9. The prefabricated building structure of claim 7, wherein the number of panels are made from substantially all wood.

10. A prefabricated building structure, comprising:

a base portion;

at least one wall panel to couple to the base portion;

a first fastener to hold against the base portion; and

a mating fastener attached within the wall panel, wherein a fastening operation is accomplished without a need to access an interior of the wall panel.

11. The prefabricated building structure of claim 10, wherein the first fastener and mating fastener include male and female threaded fasteners.

12. The prefabricated building structure of claim 10, further including a finished interior wall surface attached to the wall panel prior to assembly of the prefabricated building structure.

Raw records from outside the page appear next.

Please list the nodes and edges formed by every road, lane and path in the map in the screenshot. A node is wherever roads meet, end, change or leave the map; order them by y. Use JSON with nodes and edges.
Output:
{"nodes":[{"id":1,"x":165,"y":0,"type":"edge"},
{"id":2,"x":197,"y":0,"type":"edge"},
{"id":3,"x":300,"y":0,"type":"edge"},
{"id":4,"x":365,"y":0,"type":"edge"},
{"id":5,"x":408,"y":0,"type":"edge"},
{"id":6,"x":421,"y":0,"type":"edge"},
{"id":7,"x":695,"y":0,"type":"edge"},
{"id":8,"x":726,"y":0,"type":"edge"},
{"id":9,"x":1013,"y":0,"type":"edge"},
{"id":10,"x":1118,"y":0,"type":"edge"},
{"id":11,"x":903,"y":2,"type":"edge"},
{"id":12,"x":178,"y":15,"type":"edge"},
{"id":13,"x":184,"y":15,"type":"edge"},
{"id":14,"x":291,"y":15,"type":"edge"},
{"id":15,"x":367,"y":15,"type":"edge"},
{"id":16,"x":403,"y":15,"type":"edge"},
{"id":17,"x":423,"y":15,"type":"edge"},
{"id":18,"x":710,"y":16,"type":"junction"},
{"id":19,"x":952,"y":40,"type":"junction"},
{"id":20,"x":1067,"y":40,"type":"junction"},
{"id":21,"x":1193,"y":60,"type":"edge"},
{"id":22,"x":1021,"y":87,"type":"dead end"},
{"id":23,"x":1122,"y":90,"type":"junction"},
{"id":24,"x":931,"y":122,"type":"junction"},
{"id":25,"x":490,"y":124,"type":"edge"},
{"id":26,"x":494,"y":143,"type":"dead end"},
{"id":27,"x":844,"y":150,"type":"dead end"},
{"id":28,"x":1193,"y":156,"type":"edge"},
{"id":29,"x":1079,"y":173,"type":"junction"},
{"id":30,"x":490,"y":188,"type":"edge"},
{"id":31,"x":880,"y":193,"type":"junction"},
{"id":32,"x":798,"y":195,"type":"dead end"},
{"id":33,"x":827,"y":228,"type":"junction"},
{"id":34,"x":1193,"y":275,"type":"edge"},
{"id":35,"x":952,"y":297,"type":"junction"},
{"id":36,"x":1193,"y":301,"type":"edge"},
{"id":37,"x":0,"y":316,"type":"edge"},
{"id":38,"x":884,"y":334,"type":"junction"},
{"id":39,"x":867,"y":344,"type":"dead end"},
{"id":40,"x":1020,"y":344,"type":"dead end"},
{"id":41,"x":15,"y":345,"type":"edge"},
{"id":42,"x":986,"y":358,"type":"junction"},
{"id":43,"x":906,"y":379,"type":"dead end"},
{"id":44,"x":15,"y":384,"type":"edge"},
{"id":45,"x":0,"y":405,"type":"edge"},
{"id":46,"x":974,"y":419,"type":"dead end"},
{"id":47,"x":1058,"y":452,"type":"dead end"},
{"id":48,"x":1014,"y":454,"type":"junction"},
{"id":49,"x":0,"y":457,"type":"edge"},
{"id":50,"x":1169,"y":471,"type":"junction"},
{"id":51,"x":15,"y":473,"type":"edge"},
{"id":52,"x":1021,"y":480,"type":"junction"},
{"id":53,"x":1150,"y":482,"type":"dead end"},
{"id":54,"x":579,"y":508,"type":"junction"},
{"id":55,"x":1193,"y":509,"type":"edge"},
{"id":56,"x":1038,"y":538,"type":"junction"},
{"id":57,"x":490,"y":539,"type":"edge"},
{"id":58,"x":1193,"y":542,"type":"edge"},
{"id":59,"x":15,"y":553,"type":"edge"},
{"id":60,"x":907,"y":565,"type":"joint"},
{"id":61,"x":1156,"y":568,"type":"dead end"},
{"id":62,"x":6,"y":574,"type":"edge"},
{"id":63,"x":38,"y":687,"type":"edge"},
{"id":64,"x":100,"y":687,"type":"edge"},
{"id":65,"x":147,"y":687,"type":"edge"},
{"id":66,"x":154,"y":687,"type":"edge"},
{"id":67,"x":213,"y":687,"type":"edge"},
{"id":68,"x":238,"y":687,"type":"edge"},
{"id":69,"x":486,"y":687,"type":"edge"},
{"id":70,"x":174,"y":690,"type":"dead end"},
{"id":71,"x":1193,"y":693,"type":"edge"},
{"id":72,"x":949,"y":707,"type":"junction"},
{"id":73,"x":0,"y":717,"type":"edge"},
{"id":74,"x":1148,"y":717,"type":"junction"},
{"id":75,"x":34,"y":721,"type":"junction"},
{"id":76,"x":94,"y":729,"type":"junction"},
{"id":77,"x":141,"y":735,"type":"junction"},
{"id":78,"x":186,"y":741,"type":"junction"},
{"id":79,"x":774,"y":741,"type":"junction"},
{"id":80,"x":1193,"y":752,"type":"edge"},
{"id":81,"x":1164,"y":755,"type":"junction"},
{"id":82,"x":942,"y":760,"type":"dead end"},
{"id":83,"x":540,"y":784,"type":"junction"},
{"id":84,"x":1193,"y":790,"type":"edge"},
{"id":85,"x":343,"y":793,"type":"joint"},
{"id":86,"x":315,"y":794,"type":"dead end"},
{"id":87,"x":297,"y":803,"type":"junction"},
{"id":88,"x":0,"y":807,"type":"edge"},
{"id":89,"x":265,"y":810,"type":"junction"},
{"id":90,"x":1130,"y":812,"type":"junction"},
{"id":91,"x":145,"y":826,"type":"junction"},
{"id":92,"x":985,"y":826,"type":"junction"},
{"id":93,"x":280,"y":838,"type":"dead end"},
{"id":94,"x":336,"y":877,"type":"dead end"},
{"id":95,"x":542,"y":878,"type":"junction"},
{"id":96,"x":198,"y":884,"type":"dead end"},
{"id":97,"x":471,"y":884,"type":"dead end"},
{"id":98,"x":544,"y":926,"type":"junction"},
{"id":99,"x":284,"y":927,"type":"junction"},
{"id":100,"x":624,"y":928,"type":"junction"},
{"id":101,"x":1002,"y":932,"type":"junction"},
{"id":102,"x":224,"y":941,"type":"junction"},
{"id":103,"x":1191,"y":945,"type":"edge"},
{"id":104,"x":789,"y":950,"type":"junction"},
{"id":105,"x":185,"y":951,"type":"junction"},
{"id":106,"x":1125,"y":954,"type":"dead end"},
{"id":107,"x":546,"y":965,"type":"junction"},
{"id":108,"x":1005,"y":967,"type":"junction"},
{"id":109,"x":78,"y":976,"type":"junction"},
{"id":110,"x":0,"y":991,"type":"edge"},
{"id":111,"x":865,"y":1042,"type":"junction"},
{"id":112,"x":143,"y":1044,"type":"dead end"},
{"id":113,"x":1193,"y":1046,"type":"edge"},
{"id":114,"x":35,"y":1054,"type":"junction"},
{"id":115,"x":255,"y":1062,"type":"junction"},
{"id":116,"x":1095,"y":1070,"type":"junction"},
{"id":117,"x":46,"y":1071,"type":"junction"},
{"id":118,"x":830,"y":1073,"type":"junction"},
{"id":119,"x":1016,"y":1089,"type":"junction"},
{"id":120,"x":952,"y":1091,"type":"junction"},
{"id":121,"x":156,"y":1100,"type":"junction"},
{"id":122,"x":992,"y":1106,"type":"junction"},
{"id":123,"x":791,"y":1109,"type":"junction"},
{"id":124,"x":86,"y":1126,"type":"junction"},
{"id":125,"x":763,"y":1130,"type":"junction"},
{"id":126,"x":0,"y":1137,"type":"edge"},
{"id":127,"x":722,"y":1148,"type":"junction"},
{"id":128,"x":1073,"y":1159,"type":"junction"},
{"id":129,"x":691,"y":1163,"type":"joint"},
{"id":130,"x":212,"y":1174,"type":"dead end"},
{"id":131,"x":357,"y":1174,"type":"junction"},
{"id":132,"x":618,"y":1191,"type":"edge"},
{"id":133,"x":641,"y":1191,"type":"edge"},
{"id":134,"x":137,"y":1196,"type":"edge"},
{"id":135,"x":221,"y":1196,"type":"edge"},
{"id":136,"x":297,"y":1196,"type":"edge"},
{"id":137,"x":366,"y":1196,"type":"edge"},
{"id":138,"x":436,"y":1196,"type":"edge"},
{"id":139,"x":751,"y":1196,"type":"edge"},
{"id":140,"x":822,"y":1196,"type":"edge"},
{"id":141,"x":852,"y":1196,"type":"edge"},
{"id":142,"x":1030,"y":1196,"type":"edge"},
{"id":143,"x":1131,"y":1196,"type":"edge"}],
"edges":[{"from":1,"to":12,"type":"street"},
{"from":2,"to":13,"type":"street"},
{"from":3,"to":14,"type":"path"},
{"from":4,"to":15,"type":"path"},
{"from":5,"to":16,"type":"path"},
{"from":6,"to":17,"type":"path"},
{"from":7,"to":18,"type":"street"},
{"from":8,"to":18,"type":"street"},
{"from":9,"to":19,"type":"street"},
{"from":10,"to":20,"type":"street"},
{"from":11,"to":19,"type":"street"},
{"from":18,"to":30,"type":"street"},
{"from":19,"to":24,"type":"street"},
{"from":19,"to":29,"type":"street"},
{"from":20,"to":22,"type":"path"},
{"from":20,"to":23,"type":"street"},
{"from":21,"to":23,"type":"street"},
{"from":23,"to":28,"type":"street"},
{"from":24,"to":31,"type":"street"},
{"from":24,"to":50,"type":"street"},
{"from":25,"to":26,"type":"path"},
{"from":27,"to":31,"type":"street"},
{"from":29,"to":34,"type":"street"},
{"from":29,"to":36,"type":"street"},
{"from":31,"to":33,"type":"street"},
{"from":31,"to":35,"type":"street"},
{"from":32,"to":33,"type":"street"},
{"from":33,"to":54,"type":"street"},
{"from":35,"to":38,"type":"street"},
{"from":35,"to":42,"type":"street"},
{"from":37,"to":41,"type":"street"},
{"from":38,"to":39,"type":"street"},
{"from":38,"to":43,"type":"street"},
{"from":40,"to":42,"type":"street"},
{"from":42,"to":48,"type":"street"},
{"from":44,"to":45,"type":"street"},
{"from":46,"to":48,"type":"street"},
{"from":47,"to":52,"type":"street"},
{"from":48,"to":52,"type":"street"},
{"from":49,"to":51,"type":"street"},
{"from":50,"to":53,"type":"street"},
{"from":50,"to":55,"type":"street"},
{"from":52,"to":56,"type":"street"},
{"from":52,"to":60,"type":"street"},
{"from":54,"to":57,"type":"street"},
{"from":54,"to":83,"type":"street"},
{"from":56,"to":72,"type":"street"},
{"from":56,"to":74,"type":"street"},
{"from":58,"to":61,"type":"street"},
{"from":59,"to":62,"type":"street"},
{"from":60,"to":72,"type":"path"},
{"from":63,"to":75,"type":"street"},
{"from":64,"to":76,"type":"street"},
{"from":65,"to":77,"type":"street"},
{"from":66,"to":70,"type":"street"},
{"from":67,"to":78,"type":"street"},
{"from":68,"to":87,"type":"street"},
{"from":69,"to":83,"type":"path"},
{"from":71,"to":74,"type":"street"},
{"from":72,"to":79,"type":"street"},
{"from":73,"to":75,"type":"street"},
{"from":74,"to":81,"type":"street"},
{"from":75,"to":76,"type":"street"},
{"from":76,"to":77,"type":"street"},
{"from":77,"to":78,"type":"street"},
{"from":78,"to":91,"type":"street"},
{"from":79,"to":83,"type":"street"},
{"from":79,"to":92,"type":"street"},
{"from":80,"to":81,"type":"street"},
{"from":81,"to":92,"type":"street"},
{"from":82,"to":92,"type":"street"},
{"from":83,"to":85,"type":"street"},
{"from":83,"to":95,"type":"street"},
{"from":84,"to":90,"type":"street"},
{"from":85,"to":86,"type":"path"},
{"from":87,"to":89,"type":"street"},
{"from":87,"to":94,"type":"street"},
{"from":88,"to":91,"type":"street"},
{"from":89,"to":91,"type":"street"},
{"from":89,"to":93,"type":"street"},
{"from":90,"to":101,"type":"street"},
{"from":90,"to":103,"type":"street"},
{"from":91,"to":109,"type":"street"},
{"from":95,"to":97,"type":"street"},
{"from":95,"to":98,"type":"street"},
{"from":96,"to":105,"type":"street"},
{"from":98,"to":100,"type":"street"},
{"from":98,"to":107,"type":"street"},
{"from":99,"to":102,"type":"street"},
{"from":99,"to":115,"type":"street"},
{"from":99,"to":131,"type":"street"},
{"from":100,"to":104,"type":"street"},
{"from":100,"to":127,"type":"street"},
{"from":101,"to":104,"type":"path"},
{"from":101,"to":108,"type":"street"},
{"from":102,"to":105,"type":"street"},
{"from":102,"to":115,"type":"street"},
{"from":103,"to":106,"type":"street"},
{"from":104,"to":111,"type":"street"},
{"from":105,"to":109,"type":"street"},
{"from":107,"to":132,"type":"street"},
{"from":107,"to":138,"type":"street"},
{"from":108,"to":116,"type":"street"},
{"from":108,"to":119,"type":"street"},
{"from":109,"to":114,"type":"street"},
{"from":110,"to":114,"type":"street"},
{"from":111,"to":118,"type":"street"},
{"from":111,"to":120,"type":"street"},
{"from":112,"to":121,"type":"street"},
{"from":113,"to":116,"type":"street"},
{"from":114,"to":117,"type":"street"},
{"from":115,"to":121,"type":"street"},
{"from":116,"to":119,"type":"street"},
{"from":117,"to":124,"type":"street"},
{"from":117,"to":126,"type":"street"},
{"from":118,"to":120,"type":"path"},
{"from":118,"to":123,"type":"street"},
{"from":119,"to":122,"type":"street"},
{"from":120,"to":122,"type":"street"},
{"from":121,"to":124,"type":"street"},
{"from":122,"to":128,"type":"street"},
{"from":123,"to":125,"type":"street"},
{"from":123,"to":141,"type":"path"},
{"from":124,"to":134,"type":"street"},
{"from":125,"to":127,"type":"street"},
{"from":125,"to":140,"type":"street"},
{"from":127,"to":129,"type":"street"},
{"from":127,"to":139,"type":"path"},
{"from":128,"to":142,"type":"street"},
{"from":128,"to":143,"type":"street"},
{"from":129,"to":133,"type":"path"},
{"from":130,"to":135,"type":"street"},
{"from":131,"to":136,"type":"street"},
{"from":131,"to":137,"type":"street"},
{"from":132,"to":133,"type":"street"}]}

13. A method of assembling a prefabricated building structure, comprising:

placing a base portion in a desired location;

coupling a number of wall panels to the base portion;

pouring concrete into at least one region within the base portion, wherein the region contains the concrete while it hardens.

14. The method of claim 13, wherein placing the base portion in a desired location includes placing a steel framework base portion in a desired location.

15. A method of assembling a prefabricated building structure, comprising:

placing a first wall panel on a base portion;

placing a second wall panel on a base portion;

coupling the first wall panel to the second wall panel using a post wherein the post includes a number of pre-installed fastening devices, wherein the fastening devices do not require tools to perform a fastening operation.

16. The method of claim 15, wherein the first wall panel and the second wall panel are coupled together orthogonal to each other.

17. The method of claim 15, wherein the first wall panel and the second wall panel are coupled together substantially in line with each other.

18. A method of assembling a prefabricated building structure, comprising:

removing at least one floor panel from a top portion of a collapsed configuration of a building structure that is a size of a standardized shipping container and placing the floor panel adjacent to the ground to form at least a part of a base portion;

coupling a number of wall panels to the base portion; and

coupling the wall panels to each other using a number of fastening devices, wherein the fastening devices do not require tools to perform a fastening operation.

19. The method of claim 18, wherein coupling the number of wall panels to the base portion includes coupling wherein a fastening operation is accomplished without a need to access an interior of the number of wall panels.

20. The method of claim 18, wherein coupling the wall panels to each other includes:

placing a first wall panel on the base portion;

placing a second wall panel on the base portion;

coupling the first wall panel to the second wall panel using a post wherein the post includes a number of pre-installed fastening devices, wherein the fastening devices do not require tools to perform a fastening operation.